Ressaltou, adiante, que “foram apreendidos pela Polícia Federal, em
37 (trinta e sete) Municípios norte-mineiros, quase 200 (duzentos) processos
licitatórios, todos ‘vencidos’ pelas empresas do bando para a execução de obras
públicas, sendo que o dano ao erário é estimado em R$ 100.000.000,00 (cem
milhões de reais)” (fl. 37).
Aduziu, acertadamente, que a custódia provisória do paciente
mostra-se imperiosa para a garantia
da ordem pública, tendo em vista a gravidade concreta dos delitos a ele
imputados, não se olvidando que,
segundo a denúncia, o paciente valia-se de seu cargo público de vereador para
coordenar as atividades ilegais e dificultar a fiscalização dos órgãos
competentes.
Ainda, a possibilidade
concreta de reiteração delitiva, considerando que os investigados veem,
supostamente, há longo período nesta desenfreada onda de crimes (segundo a denúncia, há pelo menos quinze
anos), justifica a medida extrema para salvaguardar o corpo social.

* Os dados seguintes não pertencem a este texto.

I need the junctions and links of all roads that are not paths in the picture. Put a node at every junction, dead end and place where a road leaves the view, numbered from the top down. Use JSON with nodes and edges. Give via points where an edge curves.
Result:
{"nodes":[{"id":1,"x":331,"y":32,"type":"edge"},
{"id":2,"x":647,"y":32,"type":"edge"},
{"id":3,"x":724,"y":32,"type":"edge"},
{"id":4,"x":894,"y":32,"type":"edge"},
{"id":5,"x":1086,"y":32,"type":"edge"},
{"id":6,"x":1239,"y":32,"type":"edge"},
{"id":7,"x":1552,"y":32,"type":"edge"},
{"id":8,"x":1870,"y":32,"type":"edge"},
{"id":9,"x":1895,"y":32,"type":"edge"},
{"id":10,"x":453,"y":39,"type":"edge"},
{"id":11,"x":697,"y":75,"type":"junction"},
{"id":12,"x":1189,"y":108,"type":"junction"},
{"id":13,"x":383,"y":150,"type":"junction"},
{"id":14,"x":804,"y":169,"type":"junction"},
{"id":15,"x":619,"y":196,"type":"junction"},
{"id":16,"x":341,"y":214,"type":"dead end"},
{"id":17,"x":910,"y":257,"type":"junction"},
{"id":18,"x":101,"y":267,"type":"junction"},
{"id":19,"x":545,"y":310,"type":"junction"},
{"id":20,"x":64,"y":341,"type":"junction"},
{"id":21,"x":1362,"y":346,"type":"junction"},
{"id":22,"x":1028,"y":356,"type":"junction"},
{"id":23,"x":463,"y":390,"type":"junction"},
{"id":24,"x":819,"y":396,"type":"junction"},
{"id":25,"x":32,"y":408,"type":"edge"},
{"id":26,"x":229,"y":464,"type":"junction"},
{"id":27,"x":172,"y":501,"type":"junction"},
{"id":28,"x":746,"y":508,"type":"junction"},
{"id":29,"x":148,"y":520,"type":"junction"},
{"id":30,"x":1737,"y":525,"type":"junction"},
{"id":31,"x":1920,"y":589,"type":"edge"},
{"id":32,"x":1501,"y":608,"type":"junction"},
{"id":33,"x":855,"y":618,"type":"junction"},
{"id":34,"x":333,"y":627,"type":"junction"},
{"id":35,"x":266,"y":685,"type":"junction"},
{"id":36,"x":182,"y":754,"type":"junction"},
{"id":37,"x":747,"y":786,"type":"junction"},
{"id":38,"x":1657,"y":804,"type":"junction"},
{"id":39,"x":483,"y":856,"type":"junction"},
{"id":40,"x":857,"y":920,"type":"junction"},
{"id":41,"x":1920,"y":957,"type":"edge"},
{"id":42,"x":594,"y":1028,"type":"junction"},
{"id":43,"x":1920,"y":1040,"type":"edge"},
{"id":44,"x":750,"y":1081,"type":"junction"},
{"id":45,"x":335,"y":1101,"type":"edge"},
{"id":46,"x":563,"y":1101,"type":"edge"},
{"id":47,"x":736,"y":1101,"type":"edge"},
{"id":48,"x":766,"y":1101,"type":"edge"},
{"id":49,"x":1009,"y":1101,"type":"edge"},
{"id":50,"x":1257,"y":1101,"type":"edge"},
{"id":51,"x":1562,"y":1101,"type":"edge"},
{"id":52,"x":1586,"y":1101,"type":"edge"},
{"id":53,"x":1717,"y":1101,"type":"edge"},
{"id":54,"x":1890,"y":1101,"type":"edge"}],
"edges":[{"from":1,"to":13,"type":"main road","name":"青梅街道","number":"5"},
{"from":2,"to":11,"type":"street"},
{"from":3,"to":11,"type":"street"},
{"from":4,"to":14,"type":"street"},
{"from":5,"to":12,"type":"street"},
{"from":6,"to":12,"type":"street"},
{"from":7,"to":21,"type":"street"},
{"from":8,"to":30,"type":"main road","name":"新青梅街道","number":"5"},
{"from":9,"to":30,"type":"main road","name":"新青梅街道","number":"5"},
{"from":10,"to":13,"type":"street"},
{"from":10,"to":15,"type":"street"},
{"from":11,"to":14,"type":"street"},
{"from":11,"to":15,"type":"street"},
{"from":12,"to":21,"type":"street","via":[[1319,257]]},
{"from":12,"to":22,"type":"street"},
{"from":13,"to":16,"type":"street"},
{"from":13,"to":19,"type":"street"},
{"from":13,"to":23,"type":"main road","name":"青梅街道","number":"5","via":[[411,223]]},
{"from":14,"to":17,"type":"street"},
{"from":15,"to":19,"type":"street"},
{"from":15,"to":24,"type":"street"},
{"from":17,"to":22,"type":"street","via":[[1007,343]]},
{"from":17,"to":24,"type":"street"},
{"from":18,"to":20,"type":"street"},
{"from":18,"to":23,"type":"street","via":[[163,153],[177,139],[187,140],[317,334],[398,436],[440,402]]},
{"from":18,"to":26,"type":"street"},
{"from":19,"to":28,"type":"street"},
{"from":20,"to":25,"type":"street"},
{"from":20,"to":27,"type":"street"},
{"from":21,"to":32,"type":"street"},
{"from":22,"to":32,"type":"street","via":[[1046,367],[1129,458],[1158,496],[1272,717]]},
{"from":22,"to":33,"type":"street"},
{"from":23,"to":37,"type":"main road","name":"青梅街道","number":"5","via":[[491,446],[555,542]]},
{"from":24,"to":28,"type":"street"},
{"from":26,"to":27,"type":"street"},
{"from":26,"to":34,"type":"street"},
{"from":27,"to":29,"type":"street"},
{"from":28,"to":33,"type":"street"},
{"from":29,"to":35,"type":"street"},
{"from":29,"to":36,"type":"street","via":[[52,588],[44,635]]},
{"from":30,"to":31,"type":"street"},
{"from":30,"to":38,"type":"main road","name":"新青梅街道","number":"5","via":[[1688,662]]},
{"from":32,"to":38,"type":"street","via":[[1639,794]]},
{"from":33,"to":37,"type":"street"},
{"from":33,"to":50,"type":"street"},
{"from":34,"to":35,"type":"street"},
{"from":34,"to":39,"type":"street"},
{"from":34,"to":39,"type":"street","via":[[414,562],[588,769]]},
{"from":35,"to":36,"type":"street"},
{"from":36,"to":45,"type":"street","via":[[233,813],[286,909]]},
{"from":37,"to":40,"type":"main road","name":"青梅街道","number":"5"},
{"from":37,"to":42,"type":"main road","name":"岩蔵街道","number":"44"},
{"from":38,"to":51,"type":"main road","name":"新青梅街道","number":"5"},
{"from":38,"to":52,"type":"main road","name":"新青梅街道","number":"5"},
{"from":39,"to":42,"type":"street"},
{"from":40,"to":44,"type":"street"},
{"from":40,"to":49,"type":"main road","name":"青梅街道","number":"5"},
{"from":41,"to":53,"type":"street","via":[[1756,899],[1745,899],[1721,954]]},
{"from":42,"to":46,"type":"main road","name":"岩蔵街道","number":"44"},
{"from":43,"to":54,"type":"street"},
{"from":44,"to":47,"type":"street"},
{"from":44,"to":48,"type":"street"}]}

Na sequência, o douto Julgador destacou a necessidade da prisão
da paciente para “assegurar a efetividade da persecução criminal, de modo a evitar
interferências destes nas demais investigações a serem efetivadas” (fl.
37).
Afirmou que “a liberdade dos representados pode
acarretar o aliciamento ou a intimidação de testemunhas, a supressão e
destruição de provas, a modificação do estado de fato de algumas obras, a
ocultação de bens entre tantas outras artimanhas no sentido de impedir o
desfecho das investigações” (fl. 37).
Salientou que “foi apreendida imensa quantidade de
documentos, inclusive computadores e mídias, cuja análise ainda está em curso”,
bem como que “perscrutam-se, ainda, quem foram os executores das obras públicas em
cada Município e como funcionava a quadrilha, além de estar sendo realizado o
levantamento patrimonial em nome de testas-de-ferro” (fl. 37).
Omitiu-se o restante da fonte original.